In this chapter, the committee sets forth its recommendations. For convenience, it does so under four subject areas.
Estimates of dose from Nevada Test Site and global fallout
The committee recommends that changes be made in the draft report to clarify the assumptions, methods, and uncertainties related to dose estimation. Tables should be used to lay out the sources of uncertainty in the dosimetry and in the estimation of risk. The basis of a “credibility interval” of a factor of 3 for dose estimates should be described in the text in a manner analogous to description of the credibility interval for the risk estimation (given some dose).
CDC and NCI should consider performing a reanalysis of the 131I exposures to the American public that would incorporate new dosimetry-related information from Chernobyl and elsewhere, the contribution of global fallout, a more comprehensive uncertainty analysis, and correction of acknowledged errors in the previous dosimetry. However, the committee does not recommend an expanded study of exposure to radionuclides other than 131I inasmuch as the human doses were much lower than those of 131I, they confer essentially non-detectable increases in individual risk, and the risks are of little public-health significance.
Document location and retrieval
The committee recommends an effort to retrieve and archive additional relevant information about the nuclear-weapons testing program.

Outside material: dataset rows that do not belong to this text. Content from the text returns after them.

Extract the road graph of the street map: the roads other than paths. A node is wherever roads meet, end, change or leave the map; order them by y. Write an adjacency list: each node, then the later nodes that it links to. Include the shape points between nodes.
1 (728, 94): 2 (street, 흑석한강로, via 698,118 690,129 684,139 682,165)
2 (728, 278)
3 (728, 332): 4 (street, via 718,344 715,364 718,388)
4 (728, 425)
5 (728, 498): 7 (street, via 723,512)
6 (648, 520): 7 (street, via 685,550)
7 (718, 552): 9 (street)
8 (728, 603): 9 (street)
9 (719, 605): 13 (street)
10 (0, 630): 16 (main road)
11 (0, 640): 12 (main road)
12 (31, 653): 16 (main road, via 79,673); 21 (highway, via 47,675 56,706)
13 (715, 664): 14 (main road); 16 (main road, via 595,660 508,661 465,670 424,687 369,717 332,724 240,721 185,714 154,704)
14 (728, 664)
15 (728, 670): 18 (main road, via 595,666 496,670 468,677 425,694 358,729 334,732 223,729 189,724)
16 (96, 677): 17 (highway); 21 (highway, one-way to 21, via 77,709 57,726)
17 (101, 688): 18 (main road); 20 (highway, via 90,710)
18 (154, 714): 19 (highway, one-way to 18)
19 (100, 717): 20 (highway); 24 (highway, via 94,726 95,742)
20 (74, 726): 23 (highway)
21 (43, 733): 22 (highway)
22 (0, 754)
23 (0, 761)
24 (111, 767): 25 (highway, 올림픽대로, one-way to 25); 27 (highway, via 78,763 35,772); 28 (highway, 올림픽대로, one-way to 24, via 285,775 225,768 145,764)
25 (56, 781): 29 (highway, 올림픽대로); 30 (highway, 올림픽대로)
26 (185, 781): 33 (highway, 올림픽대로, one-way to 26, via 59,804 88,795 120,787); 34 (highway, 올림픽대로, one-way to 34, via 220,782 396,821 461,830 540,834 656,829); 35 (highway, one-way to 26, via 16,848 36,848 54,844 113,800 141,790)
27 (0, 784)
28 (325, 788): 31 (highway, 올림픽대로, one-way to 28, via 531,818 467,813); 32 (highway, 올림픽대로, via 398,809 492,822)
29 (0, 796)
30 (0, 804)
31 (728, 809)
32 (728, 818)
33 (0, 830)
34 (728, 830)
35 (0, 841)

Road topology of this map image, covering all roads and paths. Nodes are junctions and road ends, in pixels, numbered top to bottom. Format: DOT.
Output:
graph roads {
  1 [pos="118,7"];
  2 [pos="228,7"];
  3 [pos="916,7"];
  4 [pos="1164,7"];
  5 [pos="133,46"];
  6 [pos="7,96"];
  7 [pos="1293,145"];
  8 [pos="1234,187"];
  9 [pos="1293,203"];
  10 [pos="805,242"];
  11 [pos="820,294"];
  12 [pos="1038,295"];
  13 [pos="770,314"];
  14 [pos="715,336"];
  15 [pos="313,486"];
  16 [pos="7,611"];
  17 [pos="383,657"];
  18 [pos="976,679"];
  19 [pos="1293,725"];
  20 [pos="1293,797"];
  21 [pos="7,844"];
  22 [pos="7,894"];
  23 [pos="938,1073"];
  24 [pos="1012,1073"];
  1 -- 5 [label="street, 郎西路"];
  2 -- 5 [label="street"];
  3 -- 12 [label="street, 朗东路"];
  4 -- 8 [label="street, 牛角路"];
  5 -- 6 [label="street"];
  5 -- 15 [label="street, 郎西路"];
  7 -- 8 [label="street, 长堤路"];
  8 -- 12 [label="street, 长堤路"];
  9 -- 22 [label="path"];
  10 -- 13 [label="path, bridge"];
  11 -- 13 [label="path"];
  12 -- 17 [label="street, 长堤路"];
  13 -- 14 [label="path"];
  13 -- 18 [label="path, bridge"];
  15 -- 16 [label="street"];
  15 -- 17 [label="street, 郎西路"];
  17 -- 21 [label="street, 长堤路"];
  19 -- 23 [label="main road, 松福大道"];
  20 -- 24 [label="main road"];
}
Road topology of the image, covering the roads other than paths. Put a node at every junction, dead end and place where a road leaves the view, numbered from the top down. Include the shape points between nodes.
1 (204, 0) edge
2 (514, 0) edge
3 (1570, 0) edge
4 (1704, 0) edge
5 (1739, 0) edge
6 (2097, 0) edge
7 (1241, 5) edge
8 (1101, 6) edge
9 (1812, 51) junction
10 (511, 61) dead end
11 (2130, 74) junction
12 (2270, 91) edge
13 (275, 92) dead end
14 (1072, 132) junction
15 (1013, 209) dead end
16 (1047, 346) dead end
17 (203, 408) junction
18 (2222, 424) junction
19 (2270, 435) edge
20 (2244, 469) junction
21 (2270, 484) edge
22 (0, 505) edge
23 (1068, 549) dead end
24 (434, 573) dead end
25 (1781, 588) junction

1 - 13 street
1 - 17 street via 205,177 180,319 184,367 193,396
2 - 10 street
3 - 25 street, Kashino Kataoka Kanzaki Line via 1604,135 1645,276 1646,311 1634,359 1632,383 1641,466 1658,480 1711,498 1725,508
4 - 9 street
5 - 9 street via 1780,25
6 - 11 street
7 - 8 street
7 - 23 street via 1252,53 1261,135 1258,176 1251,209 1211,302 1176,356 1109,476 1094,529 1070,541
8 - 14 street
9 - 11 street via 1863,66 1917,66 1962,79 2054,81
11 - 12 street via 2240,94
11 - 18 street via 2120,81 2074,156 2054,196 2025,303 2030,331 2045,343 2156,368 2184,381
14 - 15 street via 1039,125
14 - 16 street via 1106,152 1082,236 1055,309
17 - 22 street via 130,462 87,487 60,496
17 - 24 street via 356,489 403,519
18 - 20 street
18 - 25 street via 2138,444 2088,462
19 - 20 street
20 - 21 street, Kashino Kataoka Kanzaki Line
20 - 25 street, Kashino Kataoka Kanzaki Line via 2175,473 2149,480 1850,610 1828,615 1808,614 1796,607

That means collecting data preserved in various repositories that have not been cataloged and may be in danger of imminent destruction.
CDC should also
Continue its search for documents not held by governmental agencies and take steps necessary to ensure their preservation.
Enroll other government agencies, especially the Department of Defense, in the effort to identify, preserve, and publish information.
Make copies of key documents, the data derived from them, and relevant computer codes or other calculation tools and make them all publicly available, including archiving and providing public access to all the databases and spreadsheets generated by the feasibility study and mentioned in it and its appendixes, together with inputs and calculation tools used for other studies performed for NCI and CDC.
The committee also recommends that CDC urge Congress to declare a government-wide moratorium on the destruction of documents that are potentially pertinent to measuring fallout in the United States and to mandate declassification of historical fallout-related records.
Estimates of cancer and non-cancer risks
The committee recommends that more emphasis be placed on levels of individual risk and the associated uncertainty and less on population risk from collective dose. Although collective dose and population risk may have some public health utility if the doses are significant in the context of doses and risks from other sources, they fail to show the size of the risk that individuals are likely to experience, which is the key consideration for concerned citizens and for most public-health implications. It is also important that the executive summary and text compare putative lifetime risks posed by fallout with risks posed by natural background irradiation and with natural lifetime risks. Such comparisons will help to provide a perspective for the general public to better understand the risks related to fallout.
The potential that the dose-response association might have a substantial upward quadratic component or a threshold should be considered in modeling the risk of leukemia posed by fallout radiation.
There is no evidence that radiation doses of the magnitude sustained from NTS or global fallout cause any of the major non-cancer diseases (cardiovascular, respiratory, digestive or genitourinary). A conclusion to this effect would therefore be appropriate.
Communication with the public about exposure and cancer risk
The committee recommends that CDC follow these steps related to communication issues
Develop a detailed public summary and a communication plan for its distribution. The public summary should provide information that can be readily understood by the lay public, including comparison of background radiation with the radiation doses
discussed in the report of the feasibility study and a description of the important uncertainties (related to dose and risk) that apply to the feasibility study.
Phase information from the feasibility study into the 131I/Nevada Test Site Communication Plan in a timely fashion to give interested American citizens a more complete picture of their exposure to NTS and global fallout with appropriate explanations of relative health risks.
If Option 5 is adopted and important new scientific work develops, produce a timely major educational effort that builds on the efforts of the communication plan for the 131I/Nevada Test Site study.
Make studies on radiation exposure of US citizens transparent and accessible to interested individuals. The committee recommends that interested citizens take part in the study process and, with scientific and social science experts, serve as members of advisory boards for such studies.
Hold a follow-up conference, similar to the one sponsored by NCI on risk communication (January 2000), as part of the continuing CDC effort to develop effective guidelines for communicating radiation risk to the American public.